Pembayaran Bunga Utang Naik, Defisit RAPBN 2025 Dekati Batas 3% PDB
JAKARTA, investortrust.id - Pemerintah merancang defisit Anggaran Pendapatan dan Belanja Negara (APBN) 2025 sebesar 2,45-2,82% dari produk domestik bruto (PDB). Menteri Perencanaan Pembangunan Nasional/Kepala Bappenas Suharso Monoarfa mengatakan, target defisit yang dekat dengan batas 3% dari PDB itu karena pembayaran bunga meningkat.
Langkah itu disebut juga sebagai cara untuk mewujudkan tiga target utama pemerintah. Ini mencakup perbaikan pertumbuhan ekonomi, kesejahteraan, dan pemerataan.
"Pembayaran bunga itu nantinya akan dipersingkat dengan pengelolaan belanja yang bersumber dari utang. Sebaiknya belanja modal itu (nantinya) revenue based. Artinya, dia bisa self finance membayar kembali utang-utangnya tersebut,” kata Suharso di Kompleks Parlemen, Jakarta, Selasa (4/6/2024).
Baca Juga
Pemerintah Sukses Lelang Sukuk Negara Rp 10 Triliun, Yield hingga 7,1%
Suharso mengatakan, Bappenas sedang merumuskan cara agar belanja modal itu sekaligus masuk ke dalam investasi pemerintah. Dengan cara ini, dia menyebut, APBN dapat memiliki ruang fiskal yang lebih luas.
“Kita ingin belanja-belanja modal itu kita turunkan (dari struktur APBN menjadi investasi). Belanja modal itu diharapkan benar-benar capital expenditure yang bisa menghasilkan revenue untuk negara,” kata dia.
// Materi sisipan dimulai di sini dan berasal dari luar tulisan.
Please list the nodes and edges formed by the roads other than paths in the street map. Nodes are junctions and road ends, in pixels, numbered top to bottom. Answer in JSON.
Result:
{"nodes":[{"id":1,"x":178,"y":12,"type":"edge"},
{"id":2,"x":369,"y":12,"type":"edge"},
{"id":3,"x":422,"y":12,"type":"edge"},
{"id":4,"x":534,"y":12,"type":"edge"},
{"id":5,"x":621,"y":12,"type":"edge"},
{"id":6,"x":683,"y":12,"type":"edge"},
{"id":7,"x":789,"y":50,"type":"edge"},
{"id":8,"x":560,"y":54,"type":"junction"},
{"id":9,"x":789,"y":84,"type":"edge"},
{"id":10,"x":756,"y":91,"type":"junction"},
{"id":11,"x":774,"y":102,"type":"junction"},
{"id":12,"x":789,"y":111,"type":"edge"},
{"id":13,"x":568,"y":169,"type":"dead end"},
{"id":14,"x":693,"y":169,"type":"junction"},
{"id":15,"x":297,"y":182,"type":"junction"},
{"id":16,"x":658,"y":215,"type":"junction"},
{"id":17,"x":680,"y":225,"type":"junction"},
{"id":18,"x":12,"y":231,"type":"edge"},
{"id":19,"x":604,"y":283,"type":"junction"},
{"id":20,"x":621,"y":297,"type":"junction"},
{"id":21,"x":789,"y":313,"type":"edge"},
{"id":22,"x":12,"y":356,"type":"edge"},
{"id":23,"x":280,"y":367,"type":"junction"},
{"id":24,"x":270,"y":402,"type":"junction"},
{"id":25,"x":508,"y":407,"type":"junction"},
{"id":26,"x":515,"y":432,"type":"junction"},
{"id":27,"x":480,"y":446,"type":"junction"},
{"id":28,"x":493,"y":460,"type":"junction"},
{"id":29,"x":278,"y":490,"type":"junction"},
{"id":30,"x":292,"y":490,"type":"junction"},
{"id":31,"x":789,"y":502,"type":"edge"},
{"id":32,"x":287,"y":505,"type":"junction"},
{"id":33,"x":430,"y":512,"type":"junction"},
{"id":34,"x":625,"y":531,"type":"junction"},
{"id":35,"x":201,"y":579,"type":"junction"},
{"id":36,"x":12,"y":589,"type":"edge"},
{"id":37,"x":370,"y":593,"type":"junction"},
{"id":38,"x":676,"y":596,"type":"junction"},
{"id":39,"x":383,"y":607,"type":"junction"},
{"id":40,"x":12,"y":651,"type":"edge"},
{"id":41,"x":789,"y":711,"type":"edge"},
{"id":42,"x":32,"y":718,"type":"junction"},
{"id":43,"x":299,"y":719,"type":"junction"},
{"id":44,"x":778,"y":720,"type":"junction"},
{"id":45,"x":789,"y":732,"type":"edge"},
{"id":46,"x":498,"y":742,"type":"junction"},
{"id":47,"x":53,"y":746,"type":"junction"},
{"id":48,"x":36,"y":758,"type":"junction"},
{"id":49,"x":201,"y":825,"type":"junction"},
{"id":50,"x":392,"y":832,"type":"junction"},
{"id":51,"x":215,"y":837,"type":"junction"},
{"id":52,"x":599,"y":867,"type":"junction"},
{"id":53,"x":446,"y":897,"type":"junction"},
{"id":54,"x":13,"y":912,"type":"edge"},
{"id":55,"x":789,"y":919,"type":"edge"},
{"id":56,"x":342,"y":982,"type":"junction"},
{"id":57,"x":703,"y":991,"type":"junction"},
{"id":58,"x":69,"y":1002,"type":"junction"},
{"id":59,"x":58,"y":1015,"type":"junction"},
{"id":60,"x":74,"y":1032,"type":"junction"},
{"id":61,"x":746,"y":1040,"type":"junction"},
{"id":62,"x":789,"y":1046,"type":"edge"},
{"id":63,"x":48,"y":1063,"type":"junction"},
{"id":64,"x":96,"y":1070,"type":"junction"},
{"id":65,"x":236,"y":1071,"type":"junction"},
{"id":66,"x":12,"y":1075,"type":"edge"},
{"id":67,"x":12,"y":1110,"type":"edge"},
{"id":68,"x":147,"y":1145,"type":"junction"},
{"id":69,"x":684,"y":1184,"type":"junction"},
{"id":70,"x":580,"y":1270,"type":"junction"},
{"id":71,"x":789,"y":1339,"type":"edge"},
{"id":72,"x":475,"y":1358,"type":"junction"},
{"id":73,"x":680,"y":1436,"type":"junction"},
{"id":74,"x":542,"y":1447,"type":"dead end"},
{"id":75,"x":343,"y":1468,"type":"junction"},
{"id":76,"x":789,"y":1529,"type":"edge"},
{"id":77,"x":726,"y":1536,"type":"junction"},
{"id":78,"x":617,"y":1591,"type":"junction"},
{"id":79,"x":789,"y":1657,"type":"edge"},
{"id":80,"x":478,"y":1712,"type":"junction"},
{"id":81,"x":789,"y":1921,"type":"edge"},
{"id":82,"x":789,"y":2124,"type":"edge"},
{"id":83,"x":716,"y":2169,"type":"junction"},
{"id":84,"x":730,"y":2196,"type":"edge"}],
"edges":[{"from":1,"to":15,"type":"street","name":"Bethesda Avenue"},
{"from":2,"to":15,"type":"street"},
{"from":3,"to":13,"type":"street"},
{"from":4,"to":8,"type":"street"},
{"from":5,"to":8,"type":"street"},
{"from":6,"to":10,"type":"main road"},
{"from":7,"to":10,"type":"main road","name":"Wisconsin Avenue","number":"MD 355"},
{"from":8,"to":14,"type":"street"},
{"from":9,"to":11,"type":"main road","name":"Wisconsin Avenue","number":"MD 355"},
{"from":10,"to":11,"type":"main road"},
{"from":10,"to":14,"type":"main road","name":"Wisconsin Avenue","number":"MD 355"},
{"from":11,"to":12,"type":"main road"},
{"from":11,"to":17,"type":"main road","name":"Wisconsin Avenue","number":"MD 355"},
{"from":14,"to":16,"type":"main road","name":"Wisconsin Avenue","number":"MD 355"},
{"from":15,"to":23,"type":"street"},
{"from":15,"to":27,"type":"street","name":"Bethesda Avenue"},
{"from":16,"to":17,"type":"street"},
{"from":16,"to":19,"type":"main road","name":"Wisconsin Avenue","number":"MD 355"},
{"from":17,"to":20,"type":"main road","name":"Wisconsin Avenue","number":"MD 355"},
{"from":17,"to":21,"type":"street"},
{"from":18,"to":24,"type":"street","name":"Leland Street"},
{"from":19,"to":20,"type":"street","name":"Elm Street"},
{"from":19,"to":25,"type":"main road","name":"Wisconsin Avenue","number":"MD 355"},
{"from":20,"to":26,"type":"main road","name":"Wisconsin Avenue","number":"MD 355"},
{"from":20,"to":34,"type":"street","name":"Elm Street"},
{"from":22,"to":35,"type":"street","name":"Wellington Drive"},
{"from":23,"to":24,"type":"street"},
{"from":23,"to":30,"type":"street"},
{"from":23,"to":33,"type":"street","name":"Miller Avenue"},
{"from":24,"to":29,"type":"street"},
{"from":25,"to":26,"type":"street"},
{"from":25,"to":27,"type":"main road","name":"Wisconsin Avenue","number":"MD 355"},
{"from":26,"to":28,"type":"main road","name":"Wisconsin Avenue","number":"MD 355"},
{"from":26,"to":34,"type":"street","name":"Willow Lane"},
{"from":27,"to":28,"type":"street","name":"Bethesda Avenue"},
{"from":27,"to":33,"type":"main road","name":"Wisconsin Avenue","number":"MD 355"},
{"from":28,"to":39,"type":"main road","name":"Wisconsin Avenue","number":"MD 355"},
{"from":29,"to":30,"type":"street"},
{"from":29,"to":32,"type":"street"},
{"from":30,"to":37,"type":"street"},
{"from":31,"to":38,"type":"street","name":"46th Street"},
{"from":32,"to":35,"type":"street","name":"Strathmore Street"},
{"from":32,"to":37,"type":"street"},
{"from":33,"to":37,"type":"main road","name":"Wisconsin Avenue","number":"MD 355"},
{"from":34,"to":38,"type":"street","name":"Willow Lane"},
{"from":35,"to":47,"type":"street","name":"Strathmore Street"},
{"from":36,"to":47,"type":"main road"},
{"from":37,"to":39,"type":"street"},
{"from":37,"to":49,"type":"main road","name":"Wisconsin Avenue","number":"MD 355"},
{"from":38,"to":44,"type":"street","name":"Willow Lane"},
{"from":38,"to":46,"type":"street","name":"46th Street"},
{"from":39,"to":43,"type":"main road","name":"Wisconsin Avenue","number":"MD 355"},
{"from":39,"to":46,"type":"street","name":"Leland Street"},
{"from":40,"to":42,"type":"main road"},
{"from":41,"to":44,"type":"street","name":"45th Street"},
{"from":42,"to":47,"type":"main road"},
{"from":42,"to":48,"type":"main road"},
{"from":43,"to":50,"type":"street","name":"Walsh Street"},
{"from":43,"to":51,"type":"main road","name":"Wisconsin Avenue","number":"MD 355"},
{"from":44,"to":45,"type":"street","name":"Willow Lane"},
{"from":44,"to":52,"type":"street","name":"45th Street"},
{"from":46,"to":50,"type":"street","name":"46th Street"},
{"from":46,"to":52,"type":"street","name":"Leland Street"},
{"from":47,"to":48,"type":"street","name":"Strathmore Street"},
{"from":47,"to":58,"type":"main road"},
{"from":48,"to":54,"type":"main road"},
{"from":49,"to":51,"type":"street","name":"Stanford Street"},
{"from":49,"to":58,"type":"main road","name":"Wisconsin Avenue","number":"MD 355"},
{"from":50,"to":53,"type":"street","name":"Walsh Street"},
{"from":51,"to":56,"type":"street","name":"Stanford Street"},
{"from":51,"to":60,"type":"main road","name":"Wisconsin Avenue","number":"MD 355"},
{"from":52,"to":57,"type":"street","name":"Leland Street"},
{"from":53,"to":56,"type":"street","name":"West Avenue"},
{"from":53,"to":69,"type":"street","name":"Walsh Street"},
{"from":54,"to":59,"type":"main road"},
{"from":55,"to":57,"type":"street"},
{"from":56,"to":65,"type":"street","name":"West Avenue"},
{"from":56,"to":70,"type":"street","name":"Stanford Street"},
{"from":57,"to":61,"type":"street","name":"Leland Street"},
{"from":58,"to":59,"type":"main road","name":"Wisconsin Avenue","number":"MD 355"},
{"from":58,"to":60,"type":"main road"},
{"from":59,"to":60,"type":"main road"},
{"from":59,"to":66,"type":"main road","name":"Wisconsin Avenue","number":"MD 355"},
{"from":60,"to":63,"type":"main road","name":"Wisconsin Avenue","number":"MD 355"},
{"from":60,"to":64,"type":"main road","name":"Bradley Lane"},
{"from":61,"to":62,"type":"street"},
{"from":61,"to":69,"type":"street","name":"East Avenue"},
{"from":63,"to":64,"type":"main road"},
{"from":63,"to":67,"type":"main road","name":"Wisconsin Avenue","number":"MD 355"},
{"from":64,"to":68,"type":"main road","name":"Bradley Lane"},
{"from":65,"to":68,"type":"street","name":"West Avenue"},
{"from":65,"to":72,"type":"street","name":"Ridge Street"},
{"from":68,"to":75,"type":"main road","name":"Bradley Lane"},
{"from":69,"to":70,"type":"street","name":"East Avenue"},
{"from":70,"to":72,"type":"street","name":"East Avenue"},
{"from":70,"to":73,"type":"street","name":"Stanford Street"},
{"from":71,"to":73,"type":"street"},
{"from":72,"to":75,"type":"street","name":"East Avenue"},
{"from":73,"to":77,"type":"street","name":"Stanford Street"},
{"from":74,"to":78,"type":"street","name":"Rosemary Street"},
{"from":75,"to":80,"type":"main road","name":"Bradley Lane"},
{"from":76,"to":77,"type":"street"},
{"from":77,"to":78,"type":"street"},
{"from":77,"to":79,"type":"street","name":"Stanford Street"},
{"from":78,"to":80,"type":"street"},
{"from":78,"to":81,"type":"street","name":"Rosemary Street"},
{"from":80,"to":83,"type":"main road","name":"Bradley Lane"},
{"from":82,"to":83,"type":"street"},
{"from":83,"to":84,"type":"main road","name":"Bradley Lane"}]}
Suharso pun membantah pelebaran ruang fiskal membuka kemungkinan pelebaran defisit. Maka itulah belanja-belanja modal yang dibiayai utang, ke depan, diprioritaskan yang punya revenue based.
Sementara itu, Kemenkeu mencatat, dalam APBN 2024 yang telah disepakati dengan DPR, defisit sebesar 2,29% dari PDB. Nilai secara nominal Rp 522,8 triliun.
Transisi Pemerintahan
Kepala Badan Kebijakan Fiskal (BKF) Kementerian Keuangan Febrio Kacaribu mengatakan, defisit yang dirancang masih dalam koridor RAPBN 2025. Posisi defisit ini, kata dia, menjadi bagian transisi pemerintahan Presiden Joko Widodo (Jokowi) ke Presiden Terpilih Prabowo Subianto.
“Jadi, ini kami lakukan mandat mengikuti siklus dari APBN. Ini tentunya bagian dari proses dengan Banggar (Badan Anggaran). Nanti, kami lanjutkan di panja (panitia kerja),” kata dia.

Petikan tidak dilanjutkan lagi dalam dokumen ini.